San Francisco Giants pitcher Landen Roupp wrote a Bible verse on his Pride hat June 12, 2026, prompting MLB to issue a warning to him and other Giants pitchers for violating rules pertaining to writing messages on equipment or uniforms.
San Francisco Giants pitcher Landen Roupp wrote a Bible verse on his Pride hat June 12, 2026, prompting MLB to issue a warning to him and other Giants pitchers for violating rules pertaining to writing messages on equipment or uniforms. Getty Images

It’s Pride Month, and just as the many beautiful queer people that make up the LGBTQ+ rainbow come out and let their light shine, so do the bigots rear their ugly heads.

On a recent Pride Night, three San Francisco Giants pitchers wrote biblical verses on the special caps all the players were meant to wear to celebrate Pride Month. A fourth pitcher refused to wear the hat with the rainbow SF logo altogether.

Rather than take a stand for inclusion, Major League Baseball issued a vague warning citing a uniform policy that prohibits any messages written on MLB gear, dodging the real issue: players rejecting Pride Month. This sends a message that intolerance can hide behind technicalities.

That’s why it that matters that the Athletics will celebrate Pride Month tonight by remembering Glenn Burke, a talented player with the Los Angeles Dodgers and Oakland Athletics in late 1970s who also happened to be gay.

According to MLB legend Dusty Baker, who was Burke’s teammate on the Dodgers from 1976 to 1978, Burke’s sexual orientation was known by some within the Dodgers clubhouse. At an event in Sacramento this week to promote his new memoir, Crossroads, Baker said a woman he was seeing told him Burke was gay.

Baker’s reaction to this news a half-century ago was miles ahead of the Giants players last wee.

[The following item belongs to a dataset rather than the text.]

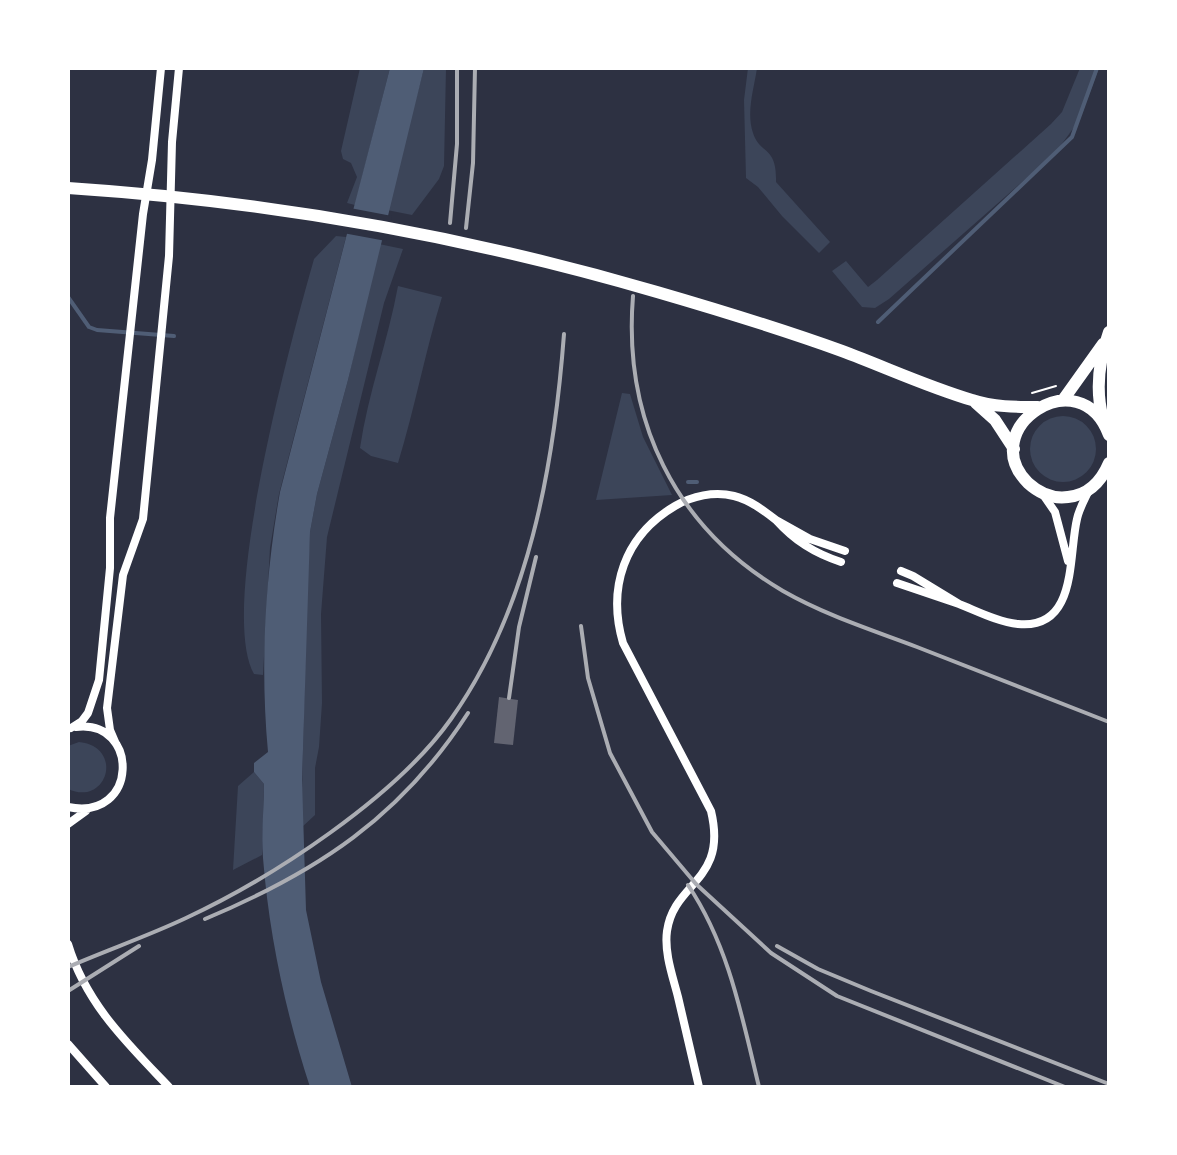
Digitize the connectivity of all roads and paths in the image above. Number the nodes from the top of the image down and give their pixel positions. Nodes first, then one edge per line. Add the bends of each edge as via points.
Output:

“He was still my brother,” Baker said. People who identify as LGBTQ+ are a community within our communities. They hold down jobs, pay taxes, do good works and they follow baseball. Pride celebrations are living celebrations of the sentiments that Baker felt toward Glenn Burke.

We are all one community.

MLB did more than dodge controversy in the Giants Pride Night debacle. It erased the lived experiences of LGBTQ+ people who have always been part of the game, even if their stories are rarely told. This risks sending the message that exclusion or erasure of human beings is just another opinion, rather than a harmful stance with real consequences for real people.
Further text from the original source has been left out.